Yo ha veces que me lo he llegado a creer, pero cuando leo cosas como "vivo en una supermansión" y "soy un hombre con mucho dinero".... como que retrocedo.

Por otro lado me tenta la idea ya que encajo en el perfil de "capataz" que se busca, domino la informática, redes, foros y troleos varios, lo único ese toque tirano, ahí flojeo, pero vamos que con dos copazos de orujito de hierbas me pongo fino fino y me cago en la pu**a madre de quien haga falta.


----------



## guillotinator (16 Oct 2012)

La verdad es que trabajar con gente local de ciertos países es complicado, aunque les pagues bien, es cierto que te la clavan, se escaquean, etc., tienes que ir detrás de ellos continuamente y al final acabas haciendo su trabajo, entiendo que busque encargados españoles.


----------



## energia01 (16 Oct 2012)

Donde andarán xicomalo y Vercingetorix que estos hilos son de los que les gustan!!

El candidato ideal para el puesto es problanco!! Los pone firmes en dos días!! Si lee la oferta igual se anima.


----------



## 123456 (16 Oct 2012)

trading metales lo conozco y no es mal tio.

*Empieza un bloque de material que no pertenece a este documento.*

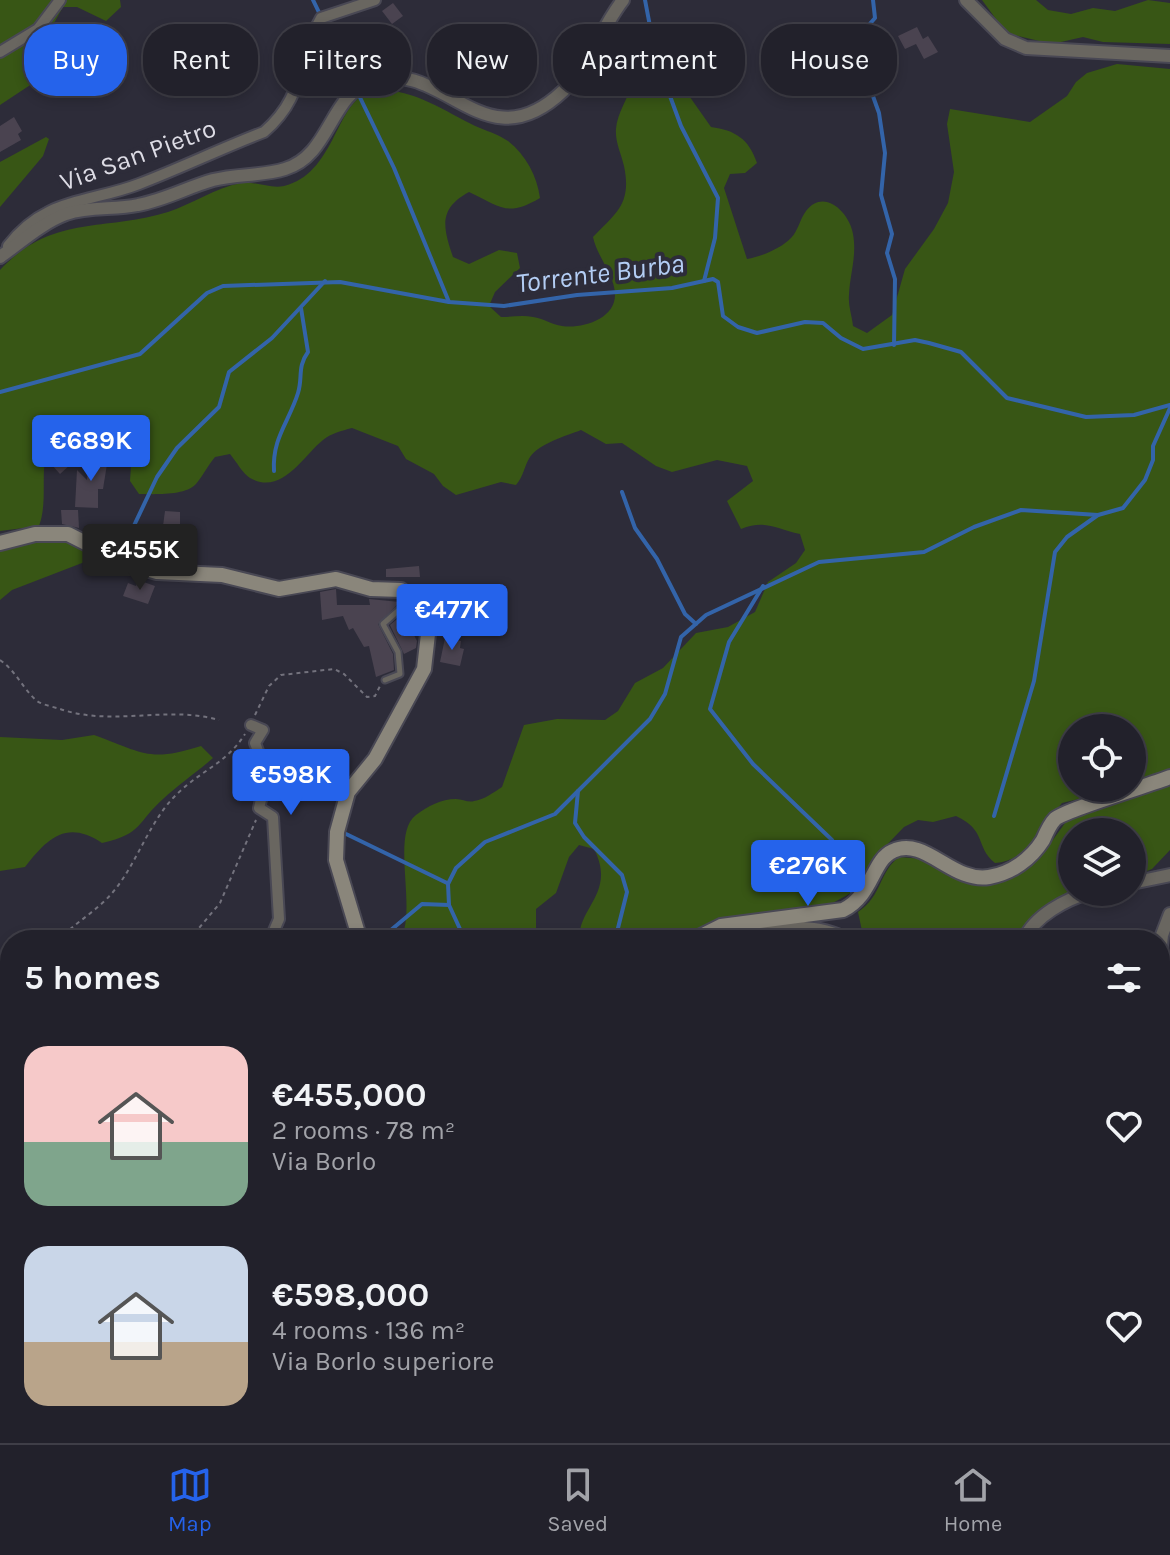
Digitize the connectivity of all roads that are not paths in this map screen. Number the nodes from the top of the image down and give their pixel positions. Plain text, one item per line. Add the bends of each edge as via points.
1 (60, 0) edge
2 (375, 0) edge
3 (623, 0) edge
4 (966, 0) edge
5 (0, 52) edge
6 (1170, 56) edge
7 (0, 257) edge
8 (0, 543) edge
9 (411, 598) junction
10 (385, 680) road end
11 (251, 725) road end
12 (1170, 777) edge
13 (1170, 875) edge
14 (1146, 880) edge
15 (1060, 906) edge
16 (750, 921) junction
17 (274, 930) edge
18 (357, 930) edge
19 (713, 930) edge
20 (826, 930) edge
21 (1029, 930) edge

1 - 5 street via 38,29
2 - 7 street, Via San Pietro via 321,18 309,38 299,88 280,119 264,132 137,185 75,199 37,219
3 - 7 street via 572,82 534,111 489,117 410,80 373,80 355,89 315,149 286,169 211,181 154,202 64,215
4 - 6 street via 1005,39 1026,48
8 - 9 main road via 35,534 68,534 125,563 157,572 222,575 279,589 336,579 371,589 401,590
9 - 10 lane via 383,624 398,652 400,674
9 - 18 main road via 428,634 424,669 375,759 348,792 337,832 336,860
11 - 17 street via 263,730 255,743 267,775 261,812 273,817 276,832 273,870 279,919
12 - 16 main road via 1057,817 1029,858 995,875 974,877 920,850 902,848 882,860 872,881 843,910
13 - 14 street
15 - 21 street
16 - 19 main road
16 - 20 street via 782,929 804,925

quizas debiera haberse vendido para wque hubiesen captado la idea mejor los foreros, pero no veo nada dispar lo que dice. si cumpliese requisitos quizas me apuntaria.

cierto loque dice de capataces.
hace años estuve en un proceso de seleccion para trabajar en el caribe y el de rrhh cuando le preguntaba cual iba a ser mi tarea me decia;"QUIERO UN BLANCO QUE CONTROLE A TODOS LOS NEGROS QUE HAY ALLI PARA QUE TRABAJEN", decia el tio que cuando cobraban pedian la cuenta en un alto porcentaje porque ya tenian dinero y para que iban a trabajar, que llegaban 4 horas tarde al trabajo, etc,etc,etc
cuando habla gente que ha estado alli, hablan de los negros en un tono que a nosotros nos suele sonar despectivo pero no lo es en absoluto.


----------



## vettonio (16 Oct 2012)

123456 dijo:


> cuando cobraban pedian la cuenta en un alto porcentaje porque ya tenian dinero y para que iban a trabajar, que llegaban 4 horas tarde al trabajo, etc,etc,etc



Eso no lo discuto. Además lo he sufrido. La informalidad es notoria. A un español mediano le chocaría como otras muchísimas costumbres que se gastan por allí.

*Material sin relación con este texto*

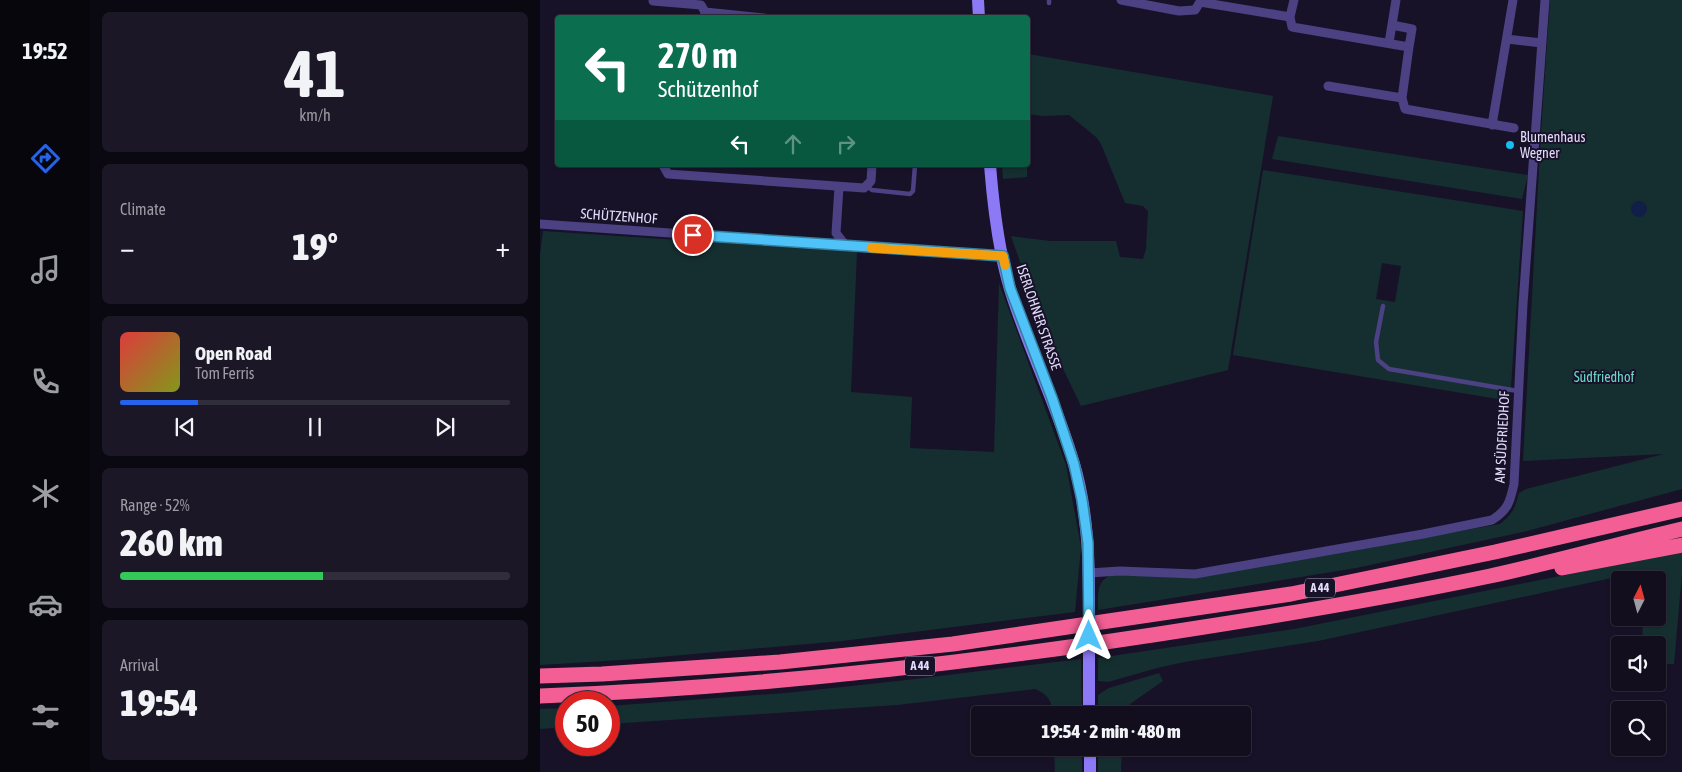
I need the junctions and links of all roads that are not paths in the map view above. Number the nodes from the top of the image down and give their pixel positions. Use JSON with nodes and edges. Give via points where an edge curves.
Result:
{"nodes":[{"id":1,"x":978,"y":0,"type":"edge"},
{"id":2,"x":1121,"y":0,"type":"edge"},
{"id":3,"x":1294,"y":0,"type":"edge"},
{"id":4,"x":1396,"y":0,"type":"edge"},
{"id":5,"x":1513,"y":0,"type":"edge"},
{"id":6,"x":1545,"y":0,"type":"edge"},
{"id":7,"x":653,"y":1,"type":"edge"},
{"id":8,"x":1200,"y":1,"type":"edge"},
{"id":9,"x":705,"y":15,"type":"edge"},
{"id":10,"x":979,"y":15,"type":"edge"},
{"id":11,"x":1290,"y":17,"type":"junction"},
{"id":12,"x":1392,"y":26,"type":"junction"},
{"id":13,"x":1507,"y":38,"type":"junction"},
{"id":14,"x":1389,"y":43,"type":"junction"},
{"id":15,"x":1542,"y":43,"type":"junction"},
{"id":16,"x":1409,"y":47,"type":"junction"},
{"id":17,"x":1328,"y":86,"type":"dead end"},
{"id":18,"x":1402,"y":98,"type":"junction"},
{"id":19,"x":1492,"y":125,"type":"junction"},
{"id":20,"x":1514,"y":128,"type":"dead end"},
{"id":21,"x":664,"y":167,"type":"edge"},
{"id":22,"x":872,"y":167,"type":"edge"},
{"id":23,"x":915,"y":167,"type":"edge"},
{"id":24,"x":990,"y":167,"type":"edge"},
{"id":25,"x":866,"y":186,"type":"junction"},
{"id":26,"x":839,"y":187,"type":"junction"},
{"id":27,"x":540,"y":224,"type":"edge"},
{"id":28,"x":846,"y":246,"type":"junction"},
{"id":29,"x":1003,"y":256,"type":"junction"},
{"id":30,"x":1383,"y":306,"type":"dead end"},
{"id":31,"x":1518,"y":391,"type":"junction"},
{"id":32,"x":1682,"y":509,"type":"edge"},
{"id":33,"x":1682,"y":529,"type":"edge"},
{"id":34,"x":1682,"y":545,"type":"edge"},
{"id":35,"x":1089,"y":572,"type":"junction"},
{"id":36,"x":1491,"y":576,"type":"junction"},
{"id":37,"x":540,"y":676,"type":"edge"},
{"id":38,"x":540,"y":696,"type":"edge"},
{"id":39,"x":1089,"y":706,"type":"edge"},
{"id":40,"x":1090,"y":756,"type":"edge"},
{"id":41,"x":1090,"y":772,"type":"edge"}],
"edges":[{"from":1,"to":10,"type":"main road"},
{"from":2,"to":8,"type":"street","via":[[1179,11],[1195,10]]},
{"from":3,"to":11,"type":"street"},
{"from":4,"to":12,"type":"street"},
{"from":5,"to":13,"type":"street"},
{"from":6,"to":15,"type":"street","name":"AM SÜDFRIEDHOF"},
{"from":7,"to":9,"type":"street","via":[[701,5]]},
{"from":8,"to":11,"type":"street"},
{"from":11,"to":14,"type":"street","via":[[1292,27]]},
{"from":12,"to":14,"type":"street"},
{"from":12,"to":16,"type":"street","via":[[1412,29]]},
{"from":13,"to":15,"type":"street"},
{"from":13,"to":19,"type":"street"},
{"from":14,"to":16,"type":"street"},
{"from":15,"to":31,"type":"street","name":"AM SÜDFRIEDHOF"},
{"from":16,"to":18,"type":"street"},
{"from":17,"to":18,"type":"street"},
{"from":18,"to":19,"type":"street","via":[[1404,109]]},
{"from":19,"to":20,"type":"street"},
{"from":21,"to":26,"type":"street","via":[[668,174]]},
{"from":22,"to":25,"type":"street","via":[[871,181]]},
{"from":23,"to":25,"type":"lane","via":[[910,194],[872,190]]},
{"from":24,"to":29,"type":"main road","name":"ISERLOHNER STRASSE"},
{"from":25,"to":26,"type":"street"},
{"from":26,"to":28,"type":"street","via":[[836,233]]},
{"from":27,"to":28,"type":"street","name":"SCHÜTZENHOF"},
{"from":28,"to":29,"type":"street","name":"SCHÜTZENHOF"},
{"from":29,"to":35,"type":"main road","name":"ISERLOHNER STRASSE","via":[[1010,288],[1074,464],[1088,543]]},
{"from":30,"to":31,"type":"lane","via":[[1376,342],[1378,360],[1389,369]]},
{"from":31,"to":35,"type":"street","name":"AM SÜDFRIEDHOF","via":[[1514,484],[1508,508],[1492,520],[1195,574]]},
{"from":32,"to":37,"type":"highway","number":"A 44","via":[[1291,594],[963,643],[780,662]]},
{"from":33,"to":36,"type":"highway","number":"A 44"},
{"from":34,"to":36,"type":"highway","via":[[1535,573]]},
{"from":35,"to":39,"type":"main road","name":"ISERLOHNER STRASSE","bridge":true},
{"from":36,"to":38,"type":"highway","number":"A 44","via":[[1278,615],[967,661],[785,681]]},
{"from":40,"to":41,"type":"main road"}]}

Recuerdo que lloraba de risa -me traía recuerdos- cuando ví al Sardá en Duty Free dedicado a Jamaica entrevistando a unos españoles que habían ido allí para dirigir la construcción de un hotel. Con impotencia y bastante coña le contaban -con apoyo de imágenes- que conseguir que fueran a la obra era ya un triunfo. Para ellos eso era trabajar. Se les veía tirados por ahí, sentados en las terrazas...pero nadie movía un ladrillo. LLevaban meses de retraso y el edificio estaba en el esqueleto.:XX:


----------



## Leolfredo_borrado (16 Oct 2012)

Qué katxondo el tío. Busca un capataz vasco...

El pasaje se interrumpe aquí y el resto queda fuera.